-- TO DO --
Pictures aside, every line of the listing should be given again exactly.

== Segment start ==

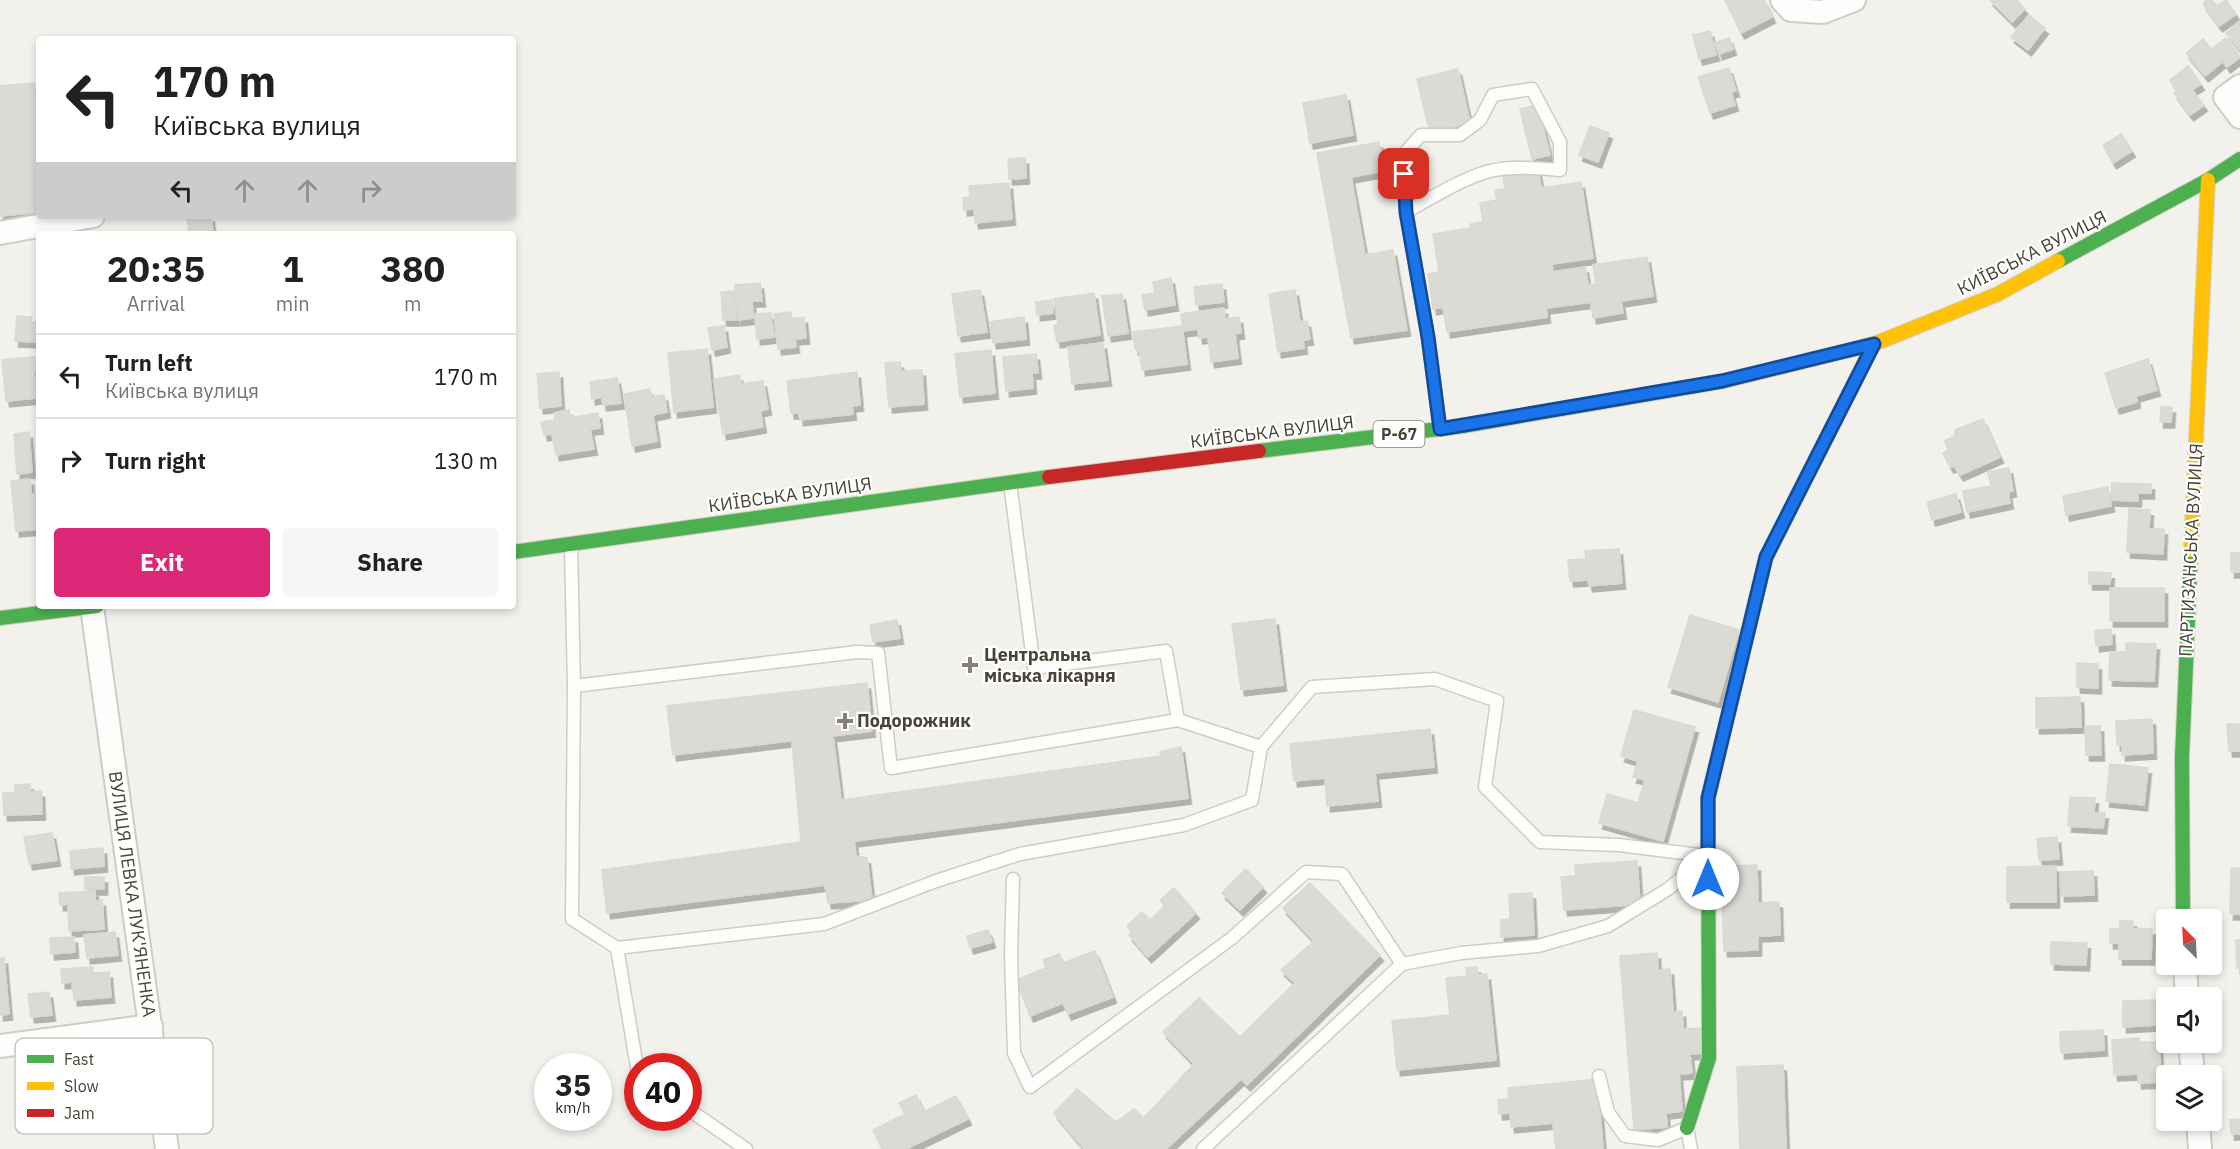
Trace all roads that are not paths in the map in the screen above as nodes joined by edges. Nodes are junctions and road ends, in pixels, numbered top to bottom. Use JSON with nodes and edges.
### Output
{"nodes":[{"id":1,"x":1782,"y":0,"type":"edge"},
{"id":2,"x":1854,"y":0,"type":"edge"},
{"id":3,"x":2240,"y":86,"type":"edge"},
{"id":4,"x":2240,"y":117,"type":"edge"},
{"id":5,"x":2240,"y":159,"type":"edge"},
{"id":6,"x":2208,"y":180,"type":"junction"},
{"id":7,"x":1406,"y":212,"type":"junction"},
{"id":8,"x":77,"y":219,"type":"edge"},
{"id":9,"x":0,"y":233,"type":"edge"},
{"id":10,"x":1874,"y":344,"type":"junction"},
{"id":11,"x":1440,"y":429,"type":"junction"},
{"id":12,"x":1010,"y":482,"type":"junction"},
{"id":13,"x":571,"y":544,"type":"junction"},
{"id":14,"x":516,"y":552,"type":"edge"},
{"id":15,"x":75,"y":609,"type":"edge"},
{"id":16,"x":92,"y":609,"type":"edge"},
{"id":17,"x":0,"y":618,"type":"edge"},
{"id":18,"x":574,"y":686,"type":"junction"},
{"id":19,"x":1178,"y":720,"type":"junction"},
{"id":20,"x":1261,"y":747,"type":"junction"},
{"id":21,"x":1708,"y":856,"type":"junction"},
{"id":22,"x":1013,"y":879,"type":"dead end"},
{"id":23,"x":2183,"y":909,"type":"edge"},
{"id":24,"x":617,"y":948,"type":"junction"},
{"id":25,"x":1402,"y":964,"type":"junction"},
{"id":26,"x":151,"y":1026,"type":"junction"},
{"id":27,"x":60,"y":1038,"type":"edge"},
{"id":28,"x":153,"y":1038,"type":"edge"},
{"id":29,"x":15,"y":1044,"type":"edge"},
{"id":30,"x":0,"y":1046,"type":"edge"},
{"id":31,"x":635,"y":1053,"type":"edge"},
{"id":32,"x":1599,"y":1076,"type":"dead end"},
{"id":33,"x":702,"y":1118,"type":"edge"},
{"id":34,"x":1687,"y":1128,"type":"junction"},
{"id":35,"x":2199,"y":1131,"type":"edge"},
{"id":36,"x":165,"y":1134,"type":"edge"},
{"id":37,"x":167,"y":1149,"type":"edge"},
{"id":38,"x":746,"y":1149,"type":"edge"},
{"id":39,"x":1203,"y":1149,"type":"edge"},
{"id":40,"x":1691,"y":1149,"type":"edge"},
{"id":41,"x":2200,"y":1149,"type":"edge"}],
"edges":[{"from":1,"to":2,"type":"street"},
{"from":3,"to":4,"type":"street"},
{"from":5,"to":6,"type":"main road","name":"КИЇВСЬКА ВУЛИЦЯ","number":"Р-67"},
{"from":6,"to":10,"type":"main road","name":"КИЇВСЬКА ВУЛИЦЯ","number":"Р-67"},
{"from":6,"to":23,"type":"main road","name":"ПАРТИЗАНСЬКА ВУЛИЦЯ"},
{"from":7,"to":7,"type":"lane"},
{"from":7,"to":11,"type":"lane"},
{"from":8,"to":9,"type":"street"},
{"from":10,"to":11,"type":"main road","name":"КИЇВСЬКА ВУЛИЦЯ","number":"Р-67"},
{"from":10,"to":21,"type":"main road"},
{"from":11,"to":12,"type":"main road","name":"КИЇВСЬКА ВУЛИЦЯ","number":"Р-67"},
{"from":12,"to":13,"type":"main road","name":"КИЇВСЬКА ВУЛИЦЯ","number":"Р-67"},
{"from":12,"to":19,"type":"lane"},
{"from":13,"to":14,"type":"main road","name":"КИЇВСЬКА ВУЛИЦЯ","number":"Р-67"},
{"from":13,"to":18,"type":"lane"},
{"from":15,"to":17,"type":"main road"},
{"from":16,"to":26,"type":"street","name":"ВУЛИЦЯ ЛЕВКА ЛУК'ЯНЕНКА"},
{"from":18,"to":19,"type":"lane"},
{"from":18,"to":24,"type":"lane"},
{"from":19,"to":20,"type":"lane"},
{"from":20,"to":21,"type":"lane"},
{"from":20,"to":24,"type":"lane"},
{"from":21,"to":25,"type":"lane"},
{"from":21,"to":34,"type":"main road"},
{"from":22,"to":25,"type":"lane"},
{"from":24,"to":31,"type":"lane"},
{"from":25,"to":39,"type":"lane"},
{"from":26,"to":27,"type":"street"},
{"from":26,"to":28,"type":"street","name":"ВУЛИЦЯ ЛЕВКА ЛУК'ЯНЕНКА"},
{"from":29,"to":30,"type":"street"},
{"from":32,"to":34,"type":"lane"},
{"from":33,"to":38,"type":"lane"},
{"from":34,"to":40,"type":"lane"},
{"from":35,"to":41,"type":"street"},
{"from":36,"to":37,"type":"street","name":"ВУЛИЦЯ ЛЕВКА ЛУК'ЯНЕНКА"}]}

== Segment end ==

-- RESPONSE TO THE TASK --
Trace all roads that are not paths in the map in the screen above as nodes joined by edges. Nodes are junctions and road ends, in pixels, numbered top to bottom. Use JSON with nodes and edges.
### Output
{"nodes":[{"id":1,"x":1782,"y":0,"type":"edge"},
{"id":2,"x":1854,"y":0,"type":"edge"},
{"id":3,"x":2240,"y":86,"type":"edge"},
{"id":4,"x":2240,"y":117,"type":"edge"},
{"id":5,"x":2240,"y":159,"type":"edge"},
{"id":6,"x":2208,"y":180,"type":"junction"},
{"id":7,"x":1406,"y":212,"type":"junction"},
{"id":8,"x":77,"y":219,"type":"edge"},
{"id":9,"x":0,"y":233,"type":"edge"},
{"id":10,"x":1874,"y":344,"type":"junction"},
{"id":11,"x":1440,"y":429,"type":"junction"},
{"id":12,"x":1010,"y":482,"type":"junction"},
{"id":13,"x":571,"y":544,"type":"junction"},
{"id":14,"x":516,"y":552,"type":"edge"},
{"id":15,"x":75,"y":609,"type":"edge"},
{"id":16,"x":92,"y":609,"type":"edge"},
{"id":17,"x":0,"y":618,"type":"edge"},
{"id":18,"x":574,"y":686,"type":"junction"},
{"id":19,"x":1178,"y":720,"type":"junction"},
{"id":20,"x":1261,"y":747,"type":"junction"},
{"id":21,"x":1708,"y":856,"type":"junction"},
{"id":22,"x":1013,"y":879,"type":"dead end"},
{"id":23,"x":2183,"y":909,"type":"edge"},
{"id":24,"x":617,"y":948,"type":"junction"},
{"id":25,"x":1402,"y":964,"type":"junction"},
{"id":26,"x":151,"y":1026,"type":"junction"},
{"id":27,"x":60,"y":1038,"type":"edge"},
{"id":28,"x":153,"y":1038,"type":"edge"},
{"id":29,"x":15,"y":1044,"type":"edge"},
{"id":30,"x":0,"y":1046,"type":"edge"},
{"id":31,"x":635,"y":1053,"type":"edge"},
{"id":32,"x":1599,"y":1076,"type":"dead end"},
{"id":33,"x":702,"y":1118,"type":"edge"},
{"id":34,"x":1687,"y":1128,"type":"junction"},
{"id":35,"x":2199,"y":1131,"type":"edge"},
{"id":36,"x":165,"y":1134,"type":"edge"},
{"id":37,"x":167,"y":1149,"type":"edge"},
{"id":38,"x":746,"y":1149,"type":"edge"},
{"id":39,"x":1203,"y":1149,"type":"edge"},
{"id":40,"x":1691,"y":1149,"type":"edge"},
{"id":41,"x":2200,"y":1149,"type":"edge"}],
"edges":[{"from":1,"to":2,"type":"street"},
{"from":3,"to":4,"type":"street"},
{"from":5,"to":6,"type":"main road","name":"КИЇВСЬКА ВУЛИЦЯ","number":"Р-67"},
{"from":6,"to":10,"type":"main road","name":"КИЇВСЬКА ВУЛИЦЯ","number":"Р-67"},
{"from":6,"to":23,"type":"main road","name":"ПАРТИЗАНСЬКА ВУЛИЦЯ"},
{"from":7,"to":7,"type":"lane"},
{"from":7,"to":11,"type":"lane"},
{"from":8,"to":9,"type":"street"},
{"from":10,"to":11,"type":"main road","name":"КИЇВСЬКА ВУЛИЦЯ","number":"Р-67"},
{"from":10,"to":21,"type":"main road"},
{"from":11,"to":12,"type":"main road","name":"КИЇВСЬКА ВУЛИЦЯ","number":"Р-67"},
{"from":12,"to":13,"type":"main road","name":"КИЇВСЬКА ВУЛИЦЯ","number":"Р-67"},
{"from":12,"to":19,"type":"lane"},
{"from":13,"to":14,"type":"main road","name":"КИЇВСЬКА ВУЛИЦЯ","number":"Р-67"},
{"from":13,"to":18,"type":"lane"},
{"from":15,"to":17,"type":"main road"},
{"from":16,"to":26,"type":"street","name":"ВУЛИЦЯ ЛЕВКА ЛУК'ЯНЕНКА"},
{"from":18,"to":19,"type":"lane"},
{"from":18,"to":24,"type":"lane"},
{"from":19,"to":20,"type":"lane"},
{"from":20,"to":21,"type":"lane"},
{"from":20,"to":24,"type":"lane"},
{"from":21,"to":25,"type":"lane"},
{"from":21,"to":34,"type":"main road"},
{"from":22,"to":25,"type":"lane"},
{"from":24,"to":31,"type":"lane"},
{"from":25,"to":39,"type":"lane"},
{"from":26,"to":27,"type":"street"},
{"from":26,"to":28,"type":"street","name":"ВУЛИЦЯ ЛЕВКА ЛУК'ЯНЕНКА"},
{"from":29,"to":30,"type":"street"},
{"from":32,"to":34,"type":"lane"},
{"from":33,"to":38,"type":"lane"},
{"from":34,"to":40,"type":"lane"},
{"from":35,"to":41,"type":"street"},
{"from":36,"to":37,"type":"street","name":"ВУЛИЦЯ ЛЕВКА ЛУК'ЯНЕНКА"}]}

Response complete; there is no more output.